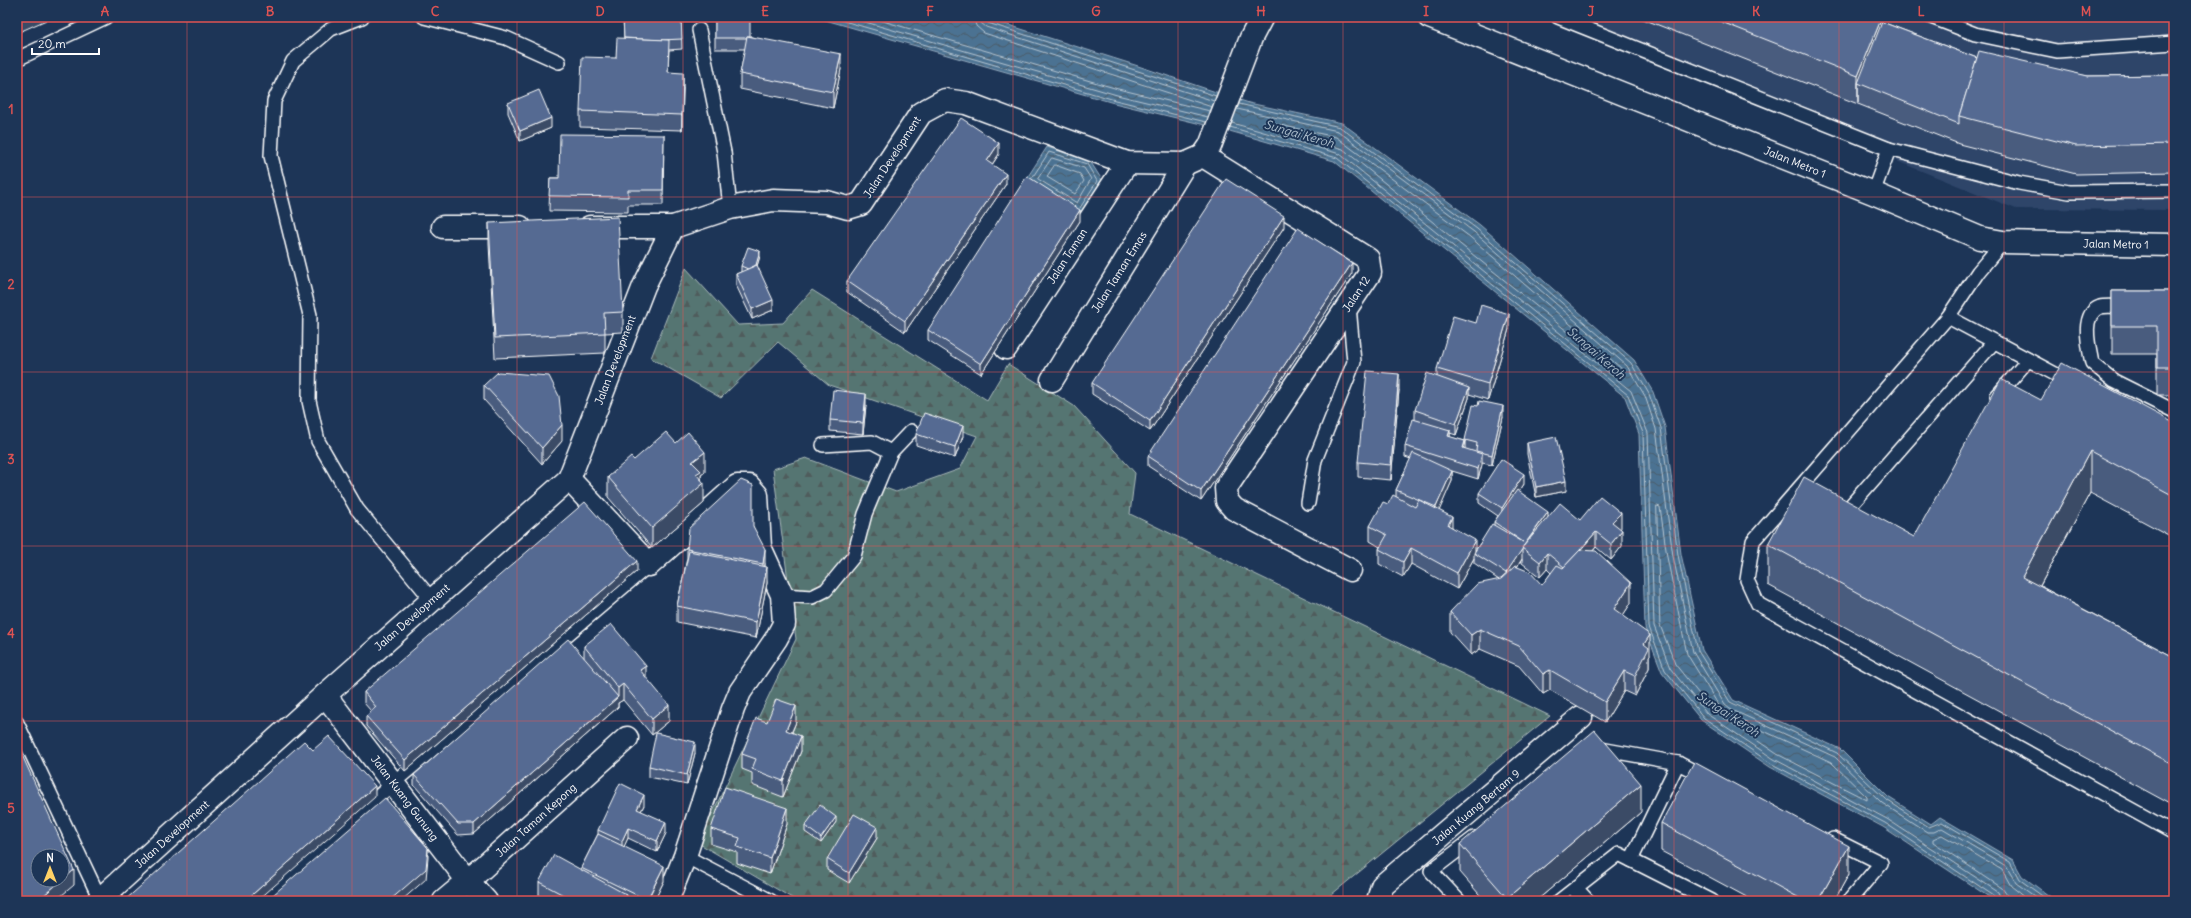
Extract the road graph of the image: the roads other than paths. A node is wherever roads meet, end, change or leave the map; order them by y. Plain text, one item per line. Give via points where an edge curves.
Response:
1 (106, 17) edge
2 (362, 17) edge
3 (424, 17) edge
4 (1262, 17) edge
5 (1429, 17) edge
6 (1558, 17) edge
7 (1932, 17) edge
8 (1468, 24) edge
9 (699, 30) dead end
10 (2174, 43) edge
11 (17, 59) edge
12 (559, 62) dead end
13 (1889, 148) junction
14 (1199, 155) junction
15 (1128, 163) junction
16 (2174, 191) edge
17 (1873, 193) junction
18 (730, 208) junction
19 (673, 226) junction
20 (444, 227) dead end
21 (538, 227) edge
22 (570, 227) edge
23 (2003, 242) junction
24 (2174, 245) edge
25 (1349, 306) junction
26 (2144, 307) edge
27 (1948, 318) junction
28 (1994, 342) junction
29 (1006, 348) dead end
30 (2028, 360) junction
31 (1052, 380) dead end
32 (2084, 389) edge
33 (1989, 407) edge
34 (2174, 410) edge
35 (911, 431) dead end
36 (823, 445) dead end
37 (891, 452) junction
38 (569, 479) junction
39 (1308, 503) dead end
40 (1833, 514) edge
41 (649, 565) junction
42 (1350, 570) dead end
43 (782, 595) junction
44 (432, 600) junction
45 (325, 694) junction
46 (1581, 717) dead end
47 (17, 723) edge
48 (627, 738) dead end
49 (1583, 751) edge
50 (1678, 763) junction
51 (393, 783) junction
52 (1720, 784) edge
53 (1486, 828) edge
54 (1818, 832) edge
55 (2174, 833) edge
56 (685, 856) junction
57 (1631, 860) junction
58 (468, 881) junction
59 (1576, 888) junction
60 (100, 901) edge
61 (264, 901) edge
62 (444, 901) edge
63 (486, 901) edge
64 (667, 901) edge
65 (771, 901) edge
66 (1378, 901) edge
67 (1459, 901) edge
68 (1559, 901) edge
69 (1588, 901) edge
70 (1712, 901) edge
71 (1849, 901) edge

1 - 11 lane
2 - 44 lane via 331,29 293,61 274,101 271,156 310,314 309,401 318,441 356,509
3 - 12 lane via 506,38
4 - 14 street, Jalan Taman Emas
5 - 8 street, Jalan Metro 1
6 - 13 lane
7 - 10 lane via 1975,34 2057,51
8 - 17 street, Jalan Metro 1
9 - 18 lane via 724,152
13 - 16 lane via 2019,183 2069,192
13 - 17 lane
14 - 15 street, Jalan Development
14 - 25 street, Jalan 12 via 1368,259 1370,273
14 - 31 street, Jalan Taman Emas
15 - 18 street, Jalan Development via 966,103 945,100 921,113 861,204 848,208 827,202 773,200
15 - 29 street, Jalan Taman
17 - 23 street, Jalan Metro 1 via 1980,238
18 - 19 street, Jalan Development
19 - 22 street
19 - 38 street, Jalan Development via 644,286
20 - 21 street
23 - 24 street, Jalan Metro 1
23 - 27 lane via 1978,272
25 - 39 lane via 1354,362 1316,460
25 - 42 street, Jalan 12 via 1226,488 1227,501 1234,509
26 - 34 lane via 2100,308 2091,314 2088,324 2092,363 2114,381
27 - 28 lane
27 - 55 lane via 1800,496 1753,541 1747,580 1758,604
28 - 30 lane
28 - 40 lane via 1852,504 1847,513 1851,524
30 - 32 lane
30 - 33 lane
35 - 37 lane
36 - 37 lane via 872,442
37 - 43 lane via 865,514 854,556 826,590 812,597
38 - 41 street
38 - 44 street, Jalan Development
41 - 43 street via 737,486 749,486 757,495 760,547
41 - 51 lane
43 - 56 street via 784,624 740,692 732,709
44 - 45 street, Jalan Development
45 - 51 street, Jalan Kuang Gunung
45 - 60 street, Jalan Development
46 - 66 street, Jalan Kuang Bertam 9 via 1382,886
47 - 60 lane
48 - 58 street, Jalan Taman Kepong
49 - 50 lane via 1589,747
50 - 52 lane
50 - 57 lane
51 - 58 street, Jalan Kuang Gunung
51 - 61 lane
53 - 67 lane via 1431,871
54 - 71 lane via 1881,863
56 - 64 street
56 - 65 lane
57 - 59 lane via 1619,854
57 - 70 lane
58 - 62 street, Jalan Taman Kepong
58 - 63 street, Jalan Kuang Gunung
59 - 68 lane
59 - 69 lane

□ □ □ □ □ □ □

_YOUR TASK_
Everything in the data above should be set down again exactly, except the pictures.

_YOUR SOLUTION_
Extract the road graph of the image: the roads other than paths. A node is wherever roads meet, end, change or leave the map; order them by y. Plain text, one item per line. Give via points where an edge curves.
Response:
1 (106, 17) edge
2 (362, 17) edge
3 (424, 17) edge
4 (1262, 17) edge
5 (1429, 17) edge
6 (1558, 17) edge
7 (1932, 17) edge
8 (1468, 24) edge
9 (699, 30) dead end
10 (2174, 43) edge
11 (17, 59) edge
12 (559, 62) dead end
13 (1889, 148) junction
14 (1199, 155) junction
15 (1128, 163) junction
16 (2174, 191) edge
17 (1873, 193) junction
18 (730, 208) junction
19 (673, 226) junction
20 (444, 227) dead end
21 (538, 227) edge
22 (570, 227) edge
23 (2003, 242) junction
24 (2174, 245) edge
25 (1349, 306) junction
26 (2144, 307) edge
27 (1948, 318) junction
28 (1994, 342) junction
29 (1006, 348) dead end
30 (2028, 360) junction
31 (1052, 380) dead end
32 (2084, 389) edge
33 (1989, 407) edge
34 (2174, 410) edge
35 (911, 431) dead end
36 (823, 445) dead end
37 (891, 452) junction
38 (569, 479) junction
39 (1308, 503) dead end
40 (1833, 514) edge
41 (649, 565) junction
42 (1350, 570) dead end
43 (782, 595) junction
44 (432, 600) junction
45 (325, 694) junction
46 (1581, 717) dead end
47 (17, 723) edge
48 (627, 738) dead end
49 (1583, 751) edge
50 (1678, 763) junction
51 (393, 783) junction
52 (1720, 784) edge
53 (1486, 828) edge
54 (1818, 832) edge
55 (2174, 833) edge
56 (685, 856) junction
57 (1631, 860) junction
58 (468, 881) junction
59 (1576, 888) junction
60 (100, 901) edge
61 (264, 901) edge
62 (444, 901) edge
63 (486, 901) edge
64 (667, 901) edge
65 (771, 901) edge
66 (1378, 901) edge
67 (1459, 901) edge
68 (1559, 901) edge
69 (1588, 901) edge
70 (1712, 901) edge
71 (1849, 901) edge

1 - 11 lane
2 - 44 lane via 331,29 293,61 274,101 271,156 310,314 309,401 318,441 356,509
3 - 12 lane via 506,38
4 - 14 street, Jalan Taman Emas
5 - 8 street, Jalan Metro 1
6 - 13 lane
7 - 10 lane via 1975,34 2057,51
8 - 17 street, Jalan Metro 1
9 - 18 lane via 724,152
13 - 16 lane via 2019,183 2069,192
13 - 17 lane
14 - 15 street, Jalan Development
14 - 25 street, Jalan 12 via 1368,259 1370,273
14 - 31 street, Jalan Taman Emas
15 - 18 street, Jalan Development via 966,103 945,100 921,113 861,204 848,208 827,202 773,200
15 - 29 street, Jalan Taman
17 - 23 street, Jalan Metro 1 via 1980,238
18 - 19 street, Jalan Development
19 - 22 street
19 - 38 street, Jalan Development via 644,286
20 - 21 street
23 - 24 street, Jalan Metro 1
23 - 27 lane via 1978,272
25 - 39 lane via 1354,362 1316,460
25 - 42 street, Jalan 12 via 1226,488 1227,501 1234,509
26 - 34 lane via 2100,308 2091,314 2088,324 2092,363 2114,381
27 - 28 lane
27 - 55 lane via 1800,496 1753,541 1747,580 1758,604
28 - 30 lane
28 - 40 lane via 1852,504 1847,513 1851,524
30 - 32 lane
30 - 33 lane
35 - 37 lane
36 - 37 lane via 872,442
37 - 43 lane via 865,514 854,556 826,590 812,597
38 - 41 street
38 - 44 street, Jalan Development
41 - 43 street via 737,486 749,486 757,495 760,547
41 - 51 lane
43 - 56 street via 784,624 740,692 732,709
44 - 45 street, Jalan Development
45 - 51 street, Jalan Kuang Gunung
45 - 60 street, Jalan Development
46 - 66 street, Jalan Kuang Bertam 9 via 1382,886
47 - 60 lane
48 - 58 street, Jalan Taman Kepong
49 - 50 lane via 1589,747
50 - 52 lane
50 - 57 lane
51 - 58 street, Jalan Kuang Gunung
51 - 61 lane
53 - 67 lane via 1431,871
54 - 71 lane via 1881,863
56 - 64 street
56 - 65 lane
57 - 59 lane via 1619,854
57 - 70 lane
58 - 62 street, Jalan Taman Kepong
58 - 63 street, Jalan Kuang Gunung
59 - 68 lane
59 - 69 lane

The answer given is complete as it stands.